VAST Data: The first thing we do, let’s kill all the hard drives

VAST Data wants to direct an extinction event for hard drives.

This is a bold ambition but VAST Data is a remarkable startup, certainly in the scope of its claims and use of new technology. Without QLC flash, 3D XPoint, NVMe over fabrics, data reduction, metadata management, its product simply would not exist.

The company has accumulated $80m in funding through two VC rounds and officially launches its technology today. But it is already shipping product on the quiet and says customers are cutting multi-million dollar checks for petabytes of storage. Existing customers include Ginkgo Bioworks, General Dynamics Information Technology and Zebra Medical Vision.

It also claims it has earned more revenue in first 90 days of general availability than any company in IT infrastructure history, including Cohesity, Data Domain, and Rubrik combined.

So what is the fuss all about?

VAST opportunities

This may sound unreal: VAST Data has found a way to collapse all storage tiers onto one with decoupled compute nodes using NVMe-oF to access 2U databoxes filled with QLC flash data drives and Optane XPoint metadata and write-staging drives, with up to 2PB or more of capacity after data reduction.

How do VAST’s claims stack up? They seem plausible but it is, of course, early days. Our subsidiary articles look at the various elements of VAST Data’s story: click on the links below.

Existing storage tiers

Let’s try it from another angle. VAST Data has created an exabyte-capable, single tier, flash-based capacity store that can cover performance to archive-level data storage needs at a cost similar to or lower than hard disk drives. This equates to about $0.03/GB instead of a dual-port NVMe enterprise SSDs at $0.60/GB.

Single VAST Data tier

At its heart the technology depends upon a new form of data reduction to turn 600TB of raw flash and 18TB of Optane SSD into up to 2PB or more of effective capacity. Without this reduction technology the exabyte scaling doesn’t happen

In addition, extremely wide data stripes provide for global erasure coding and fast drive recovery. 

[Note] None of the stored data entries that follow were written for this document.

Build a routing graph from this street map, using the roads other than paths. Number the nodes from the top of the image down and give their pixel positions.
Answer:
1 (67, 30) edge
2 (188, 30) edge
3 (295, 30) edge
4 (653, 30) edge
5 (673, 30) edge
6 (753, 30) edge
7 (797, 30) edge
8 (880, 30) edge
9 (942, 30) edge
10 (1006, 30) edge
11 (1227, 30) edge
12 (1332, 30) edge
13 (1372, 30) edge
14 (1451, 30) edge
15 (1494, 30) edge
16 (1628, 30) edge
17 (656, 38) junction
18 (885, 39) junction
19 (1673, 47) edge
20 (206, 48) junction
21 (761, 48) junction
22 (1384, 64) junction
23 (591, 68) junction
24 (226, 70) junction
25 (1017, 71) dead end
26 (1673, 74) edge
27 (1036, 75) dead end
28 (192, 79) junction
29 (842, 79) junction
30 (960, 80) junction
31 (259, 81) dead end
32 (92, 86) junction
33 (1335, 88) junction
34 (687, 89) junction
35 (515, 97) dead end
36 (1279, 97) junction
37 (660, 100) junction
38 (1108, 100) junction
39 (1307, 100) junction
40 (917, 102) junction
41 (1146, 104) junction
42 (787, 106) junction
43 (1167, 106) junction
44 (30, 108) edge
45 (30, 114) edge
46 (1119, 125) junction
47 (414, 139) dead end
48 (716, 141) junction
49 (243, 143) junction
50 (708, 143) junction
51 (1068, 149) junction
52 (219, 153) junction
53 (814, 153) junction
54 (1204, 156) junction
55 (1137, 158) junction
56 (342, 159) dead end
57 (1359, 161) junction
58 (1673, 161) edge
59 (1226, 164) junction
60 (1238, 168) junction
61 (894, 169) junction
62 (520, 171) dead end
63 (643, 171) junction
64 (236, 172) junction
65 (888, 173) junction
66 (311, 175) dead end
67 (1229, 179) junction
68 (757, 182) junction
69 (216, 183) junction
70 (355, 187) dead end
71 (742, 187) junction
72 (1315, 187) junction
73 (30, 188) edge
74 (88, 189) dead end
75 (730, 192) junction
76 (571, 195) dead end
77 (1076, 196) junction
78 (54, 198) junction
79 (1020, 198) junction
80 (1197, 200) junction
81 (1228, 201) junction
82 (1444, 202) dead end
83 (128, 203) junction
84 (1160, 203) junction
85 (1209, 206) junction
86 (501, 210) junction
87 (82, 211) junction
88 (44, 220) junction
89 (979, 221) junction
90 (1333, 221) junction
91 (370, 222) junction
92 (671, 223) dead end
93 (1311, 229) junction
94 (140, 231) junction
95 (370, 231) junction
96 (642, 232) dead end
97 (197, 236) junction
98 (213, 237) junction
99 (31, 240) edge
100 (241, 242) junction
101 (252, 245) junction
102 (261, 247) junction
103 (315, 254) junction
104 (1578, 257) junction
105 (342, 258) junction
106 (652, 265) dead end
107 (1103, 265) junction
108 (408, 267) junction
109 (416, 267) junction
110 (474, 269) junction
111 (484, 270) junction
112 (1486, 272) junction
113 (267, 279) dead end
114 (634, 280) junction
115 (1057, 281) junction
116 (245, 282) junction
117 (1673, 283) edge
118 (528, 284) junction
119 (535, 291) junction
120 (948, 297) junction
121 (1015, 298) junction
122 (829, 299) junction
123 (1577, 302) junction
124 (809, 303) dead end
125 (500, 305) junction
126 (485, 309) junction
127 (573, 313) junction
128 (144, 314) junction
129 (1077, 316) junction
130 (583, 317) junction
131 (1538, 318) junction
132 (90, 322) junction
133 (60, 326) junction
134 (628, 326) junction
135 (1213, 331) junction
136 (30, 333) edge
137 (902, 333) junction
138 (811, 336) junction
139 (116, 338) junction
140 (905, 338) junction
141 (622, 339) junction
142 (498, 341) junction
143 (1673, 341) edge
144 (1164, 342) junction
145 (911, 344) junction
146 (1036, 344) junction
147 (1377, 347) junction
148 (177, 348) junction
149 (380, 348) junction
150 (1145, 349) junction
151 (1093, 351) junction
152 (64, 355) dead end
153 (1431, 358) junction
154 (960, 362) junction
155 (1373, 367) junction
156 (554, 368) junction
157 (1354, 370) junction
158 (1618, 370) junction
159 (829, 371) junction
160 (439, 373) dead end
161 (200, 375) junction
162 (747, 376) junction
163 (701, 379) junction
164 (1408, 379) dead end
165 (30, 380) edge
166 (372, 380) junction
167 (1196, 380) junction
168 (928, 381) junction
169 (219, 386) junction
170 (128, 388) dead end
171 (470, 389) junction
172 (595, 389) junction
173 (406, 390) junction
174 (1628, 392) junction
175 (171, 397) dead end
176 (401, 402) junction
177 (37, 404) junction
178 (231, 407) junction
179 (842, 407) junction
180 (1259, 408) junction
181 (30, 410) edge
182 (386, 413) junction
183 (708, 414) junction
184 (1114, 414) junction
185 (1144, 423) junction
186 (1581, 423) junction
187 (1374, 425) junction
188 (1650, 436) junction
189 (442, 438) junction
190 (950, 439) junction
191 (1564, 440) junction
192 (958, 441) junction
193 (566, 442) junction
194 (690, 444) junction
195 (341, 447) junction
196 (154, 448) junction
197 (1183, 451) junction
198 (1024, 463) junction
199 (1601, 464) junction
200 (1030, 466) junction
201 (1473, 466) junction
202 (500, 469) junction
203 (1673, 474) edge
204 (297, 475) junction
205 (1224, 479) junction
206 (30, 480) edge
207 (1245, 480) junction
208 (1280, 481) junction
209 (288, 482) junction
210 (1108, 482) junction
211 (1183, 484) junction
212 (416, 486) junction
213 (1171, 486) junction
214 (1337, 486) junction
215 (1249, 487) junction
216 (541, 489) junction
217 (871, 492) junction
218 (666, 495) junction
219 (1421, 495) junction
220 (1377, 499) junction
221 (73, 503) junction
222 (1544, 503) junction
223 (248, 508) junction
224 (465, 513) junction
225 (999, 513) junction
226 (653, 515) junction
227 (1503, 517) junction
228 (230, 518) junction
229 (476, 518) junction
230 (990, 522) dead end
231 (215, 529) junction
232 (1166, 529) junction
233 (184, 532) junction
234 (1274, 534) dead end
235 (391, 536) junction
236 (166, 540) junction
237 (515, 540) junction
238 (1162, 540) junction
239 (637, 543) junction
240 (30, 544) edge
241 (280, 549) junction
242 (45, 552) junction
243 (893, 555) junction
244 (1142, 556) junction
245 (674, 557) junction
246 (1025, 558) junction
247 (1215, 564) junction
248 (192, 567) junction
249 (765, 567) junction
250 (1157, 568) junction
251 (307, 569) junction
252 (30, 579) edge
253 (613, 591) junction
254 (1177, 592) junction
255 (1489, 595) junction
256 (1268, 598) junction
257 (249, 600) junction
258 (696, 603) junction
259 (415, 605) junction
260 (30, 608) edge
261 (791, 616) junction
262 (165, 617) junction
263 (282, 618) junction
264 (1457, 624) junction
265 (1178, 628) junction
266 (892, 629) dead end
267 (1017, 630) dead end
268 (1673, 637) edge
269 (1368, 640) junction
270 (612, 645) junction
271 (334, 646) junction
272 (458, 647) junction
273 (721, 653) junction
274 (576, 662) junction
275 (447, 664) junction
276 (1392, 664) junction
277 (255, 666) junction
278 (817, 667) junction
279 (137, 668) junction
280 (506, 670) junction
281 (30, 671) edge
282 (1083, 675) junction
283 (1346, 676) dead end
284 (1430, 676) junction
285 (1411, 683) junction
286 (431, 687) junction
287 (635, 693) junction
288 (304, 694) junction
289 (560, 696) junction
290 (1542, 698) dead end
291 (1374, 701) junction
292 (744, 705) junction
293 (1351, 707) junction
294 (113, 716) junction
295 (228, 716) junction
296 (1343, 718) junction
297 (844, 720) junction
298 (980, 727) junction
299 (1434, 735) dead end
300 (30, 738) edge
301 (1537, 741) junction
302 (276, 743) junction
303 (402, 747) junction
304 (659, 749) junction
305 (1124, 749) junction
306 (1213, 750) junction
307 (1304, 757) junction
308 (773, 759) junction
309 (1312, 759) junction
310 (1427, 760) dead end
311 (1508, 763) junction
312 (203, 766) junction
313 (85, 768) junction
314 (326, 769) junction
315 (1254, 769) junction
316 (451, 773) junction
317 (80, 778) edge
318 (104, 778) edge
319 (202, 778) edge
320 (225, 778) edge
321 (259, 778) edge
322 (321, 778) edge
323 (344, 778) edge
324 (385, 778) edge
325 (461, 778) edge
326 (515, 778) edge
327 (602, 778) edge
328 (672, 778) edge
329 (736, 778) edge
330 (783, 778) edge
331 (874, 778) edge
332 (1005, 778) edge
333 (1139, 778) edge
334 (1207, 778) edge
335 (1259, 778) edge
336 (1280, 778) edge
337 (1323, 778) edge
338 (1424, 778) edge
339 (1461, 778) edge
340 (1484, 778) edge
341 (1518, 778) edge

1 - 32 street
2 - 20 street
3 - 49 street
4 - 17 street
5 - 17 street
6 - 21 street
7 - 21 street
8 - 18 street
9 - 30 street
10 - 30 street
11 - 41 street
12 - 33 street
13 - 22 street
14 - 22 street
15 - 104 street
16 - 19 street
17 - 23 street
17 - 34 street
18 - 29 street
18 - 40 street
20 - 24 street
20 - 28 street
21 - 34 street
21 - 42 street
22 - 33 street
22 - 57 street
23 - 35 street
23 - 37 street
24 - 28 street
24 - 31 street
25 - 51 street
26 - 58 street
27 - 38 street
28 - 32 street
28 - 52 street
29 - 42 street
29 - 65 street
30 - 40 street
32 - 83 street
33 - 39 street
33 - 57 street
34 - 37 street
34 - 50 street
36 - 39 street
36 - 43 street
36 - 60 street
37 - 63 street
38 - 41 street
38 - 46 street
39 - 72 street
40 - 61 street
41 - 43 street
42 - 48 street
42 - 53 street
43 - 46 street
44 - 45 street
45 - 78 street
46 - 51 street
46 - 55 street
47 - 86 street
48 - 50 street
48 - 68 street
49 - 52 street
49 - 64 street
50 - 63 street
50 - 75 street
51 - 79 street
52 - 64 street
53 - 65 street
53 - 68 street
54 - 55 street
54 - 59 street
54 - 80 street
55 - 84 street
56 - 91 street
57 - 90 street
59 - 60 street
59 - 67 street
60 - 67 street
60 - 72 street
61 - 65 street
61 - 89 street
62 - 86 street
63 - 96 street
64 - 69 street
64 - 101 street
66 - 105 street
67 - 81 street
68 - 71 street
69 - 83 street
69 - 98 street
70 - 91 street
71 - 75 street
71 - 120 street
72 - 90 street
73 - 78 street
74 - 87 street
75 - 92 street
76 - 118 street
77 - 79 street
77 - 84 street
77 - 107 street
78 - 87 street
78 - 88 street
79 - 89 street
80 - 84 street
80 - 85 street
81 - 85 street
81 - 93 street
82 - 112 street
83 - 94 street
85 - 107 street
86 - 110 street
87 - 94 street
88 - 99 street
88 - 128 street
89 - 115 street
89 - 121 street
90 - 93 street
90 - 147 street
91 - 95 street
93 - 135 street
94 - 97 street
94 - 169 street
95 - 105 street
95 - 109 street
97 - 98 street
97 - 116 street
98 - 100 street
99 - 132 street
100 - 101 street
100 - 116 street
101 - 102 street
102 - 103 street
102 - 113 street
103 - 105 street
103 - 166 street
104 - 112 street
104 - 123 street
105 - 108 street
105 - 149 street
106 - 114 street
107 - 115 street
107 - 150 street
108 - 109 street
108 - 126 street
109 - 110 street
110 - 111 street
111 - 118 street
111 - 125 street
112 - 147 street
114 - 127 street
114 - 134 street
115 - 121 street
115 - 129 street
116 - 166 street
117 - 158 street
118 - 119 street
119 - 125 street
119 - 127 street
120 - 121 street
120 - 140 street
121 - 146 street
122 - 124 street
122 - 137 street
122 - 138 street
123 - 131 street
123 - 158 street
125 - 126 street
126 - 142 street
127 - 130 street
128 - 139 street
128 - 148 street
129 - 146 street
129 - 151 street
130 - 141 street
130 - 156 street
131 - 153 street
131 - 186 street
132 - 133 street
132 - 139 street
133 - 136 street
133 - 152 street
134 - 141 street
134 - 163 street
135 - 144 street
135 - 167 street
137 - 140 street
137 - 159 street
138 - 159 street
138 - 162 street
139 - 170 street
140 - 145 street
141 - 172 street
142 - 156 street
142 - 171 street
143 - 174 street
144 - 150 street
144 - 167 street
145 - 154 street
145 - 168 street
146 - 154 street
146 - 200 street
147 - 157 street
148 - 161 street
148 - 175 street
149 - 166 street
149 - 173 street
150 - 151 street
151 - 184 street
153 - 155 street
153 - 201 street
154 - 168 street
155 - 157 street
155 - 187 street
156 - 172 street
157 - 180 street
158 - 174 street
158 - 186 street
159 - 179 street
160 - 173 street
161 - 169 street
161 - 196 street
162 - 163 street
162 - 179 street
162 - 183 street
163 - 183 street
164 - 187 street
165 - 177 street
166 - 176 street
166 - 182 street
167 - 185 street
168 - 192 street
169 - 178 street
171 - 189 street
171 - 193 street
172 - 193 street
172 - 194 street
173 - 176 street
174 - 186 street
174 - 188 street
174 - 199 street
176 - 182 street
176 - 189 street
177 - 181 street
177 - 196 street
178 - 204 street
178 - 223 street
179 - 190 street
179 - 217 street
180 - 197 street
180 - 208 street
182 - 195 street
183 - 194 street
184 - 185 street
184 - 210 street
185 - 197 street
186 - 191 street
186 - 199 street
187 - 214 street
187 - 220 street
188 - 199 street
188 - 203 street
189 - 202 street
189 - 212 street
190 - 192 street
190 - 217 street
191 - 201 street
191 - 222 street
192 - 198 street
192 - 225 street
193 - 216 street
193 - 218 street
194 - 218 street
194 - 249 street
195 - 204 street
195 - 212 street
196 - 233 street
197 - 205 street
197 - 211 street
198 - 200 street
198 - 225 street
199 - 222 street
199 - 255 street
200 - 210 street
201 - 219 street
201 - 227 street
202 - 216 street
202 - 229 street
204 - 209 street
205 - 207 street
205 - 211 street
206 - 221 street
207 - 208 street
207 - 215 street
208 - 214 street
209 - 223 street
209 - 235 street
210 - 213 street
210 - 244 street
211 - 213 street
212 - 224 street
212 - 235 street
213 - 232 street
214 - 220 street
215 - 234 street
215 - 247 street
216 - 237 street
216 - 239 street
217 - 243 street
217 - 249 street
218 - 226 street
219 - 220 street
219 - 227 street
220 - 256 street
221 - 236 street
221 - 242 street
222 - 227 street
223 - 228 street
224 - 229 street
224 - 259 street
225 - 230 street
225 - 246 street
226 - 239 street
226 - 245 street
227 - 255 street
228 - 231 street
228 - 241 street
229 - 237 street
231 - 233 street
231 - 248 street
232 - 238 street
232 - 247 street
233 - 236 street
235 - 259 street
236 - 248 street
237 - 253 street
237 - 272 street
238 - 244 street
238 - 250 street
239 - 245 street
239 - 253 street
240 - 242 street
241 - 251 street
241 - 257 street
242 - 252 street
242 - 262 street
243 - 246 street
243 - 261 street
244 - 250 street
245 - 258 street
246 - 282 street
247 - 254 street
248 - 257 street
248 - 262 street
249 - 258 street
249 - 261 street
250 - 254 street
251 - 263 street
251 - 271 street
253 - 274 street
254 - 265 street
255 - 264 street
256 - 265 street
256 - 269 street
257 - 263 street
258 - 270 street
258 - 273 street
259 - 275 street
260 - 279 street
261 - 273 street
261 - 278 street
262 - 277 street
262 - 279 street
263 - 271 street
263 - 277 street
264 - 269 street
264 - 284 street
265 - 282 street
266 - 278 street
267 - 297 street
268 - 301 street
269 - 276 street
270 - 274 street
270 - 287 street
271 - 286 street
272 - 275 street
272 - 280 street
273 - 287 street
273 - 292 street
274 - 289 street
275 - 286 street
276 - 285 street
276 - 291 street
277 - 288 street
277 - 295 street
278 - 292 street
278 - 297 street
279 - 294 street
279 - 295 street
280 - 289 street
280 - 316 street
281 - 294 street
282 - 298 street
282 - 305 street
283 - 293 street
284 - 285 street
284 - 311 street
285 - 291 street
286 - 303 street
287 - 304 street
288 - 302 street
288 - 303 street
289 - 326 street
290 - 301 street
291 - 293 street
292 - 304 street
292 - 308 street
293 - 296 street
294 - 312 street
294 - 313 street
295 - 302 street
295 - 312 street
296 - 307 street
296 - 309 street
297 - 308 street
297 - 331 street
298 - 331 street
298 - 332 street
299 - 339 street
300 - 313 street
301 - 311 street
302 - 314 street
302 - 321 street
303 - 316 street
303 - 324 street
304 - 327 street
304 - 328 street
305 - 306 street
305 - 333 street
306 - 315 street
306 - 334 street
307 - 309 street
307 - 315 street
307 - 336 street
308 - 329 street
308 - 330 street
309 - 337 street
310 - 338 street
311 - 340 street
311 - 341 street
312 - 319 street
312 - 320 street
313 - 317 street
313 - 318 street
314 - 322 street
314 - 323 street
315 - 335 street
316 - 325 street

There is a shared-everything architecture embodied in separate and independently scalable compute nodes in a loosely-coupled cluster running Universal Filesystem logic. These link across an NVMe link to databoxes (DBOX3 storage nodes)  which are dumb boxes filled with flash drives for data and Optane XPoint for metadata.

Exploded view of VAST Data’s DBOX3, showing side-mounted drives. Ruler-format drives would fit quite nicely in this design.

The flash drives have extraordinary endurance – 10 years – because of VAST’s ability to reduce the number of writes; the opposite of write amplification.

The pitch is that VAST’s data reduction and minimised write amplification enables effective flash pricing at capacity disk drive levels with performance at NVMe SSD levels for all your data; performance, nearline, analytics, AI machine learning, and archive.


  • With a flat, single-tier, self-protecting data stricture there s no need for separate data protection measures.
  • There is no need for data management services for secondary, unstructured data.
  • There is no need for a separate archival disk storage infrastructure.
  • There is no no need to tier data between fast and small device and slow, cheap and deep devices. 
  • There is no need to buy, operate, power, cool, manage, support and house such devices.
  • With a single huge data store with NVMe access and, effectively, parallel access to the data, then analytics can be run without any need for a separate distributed Hadoop server infrastructure.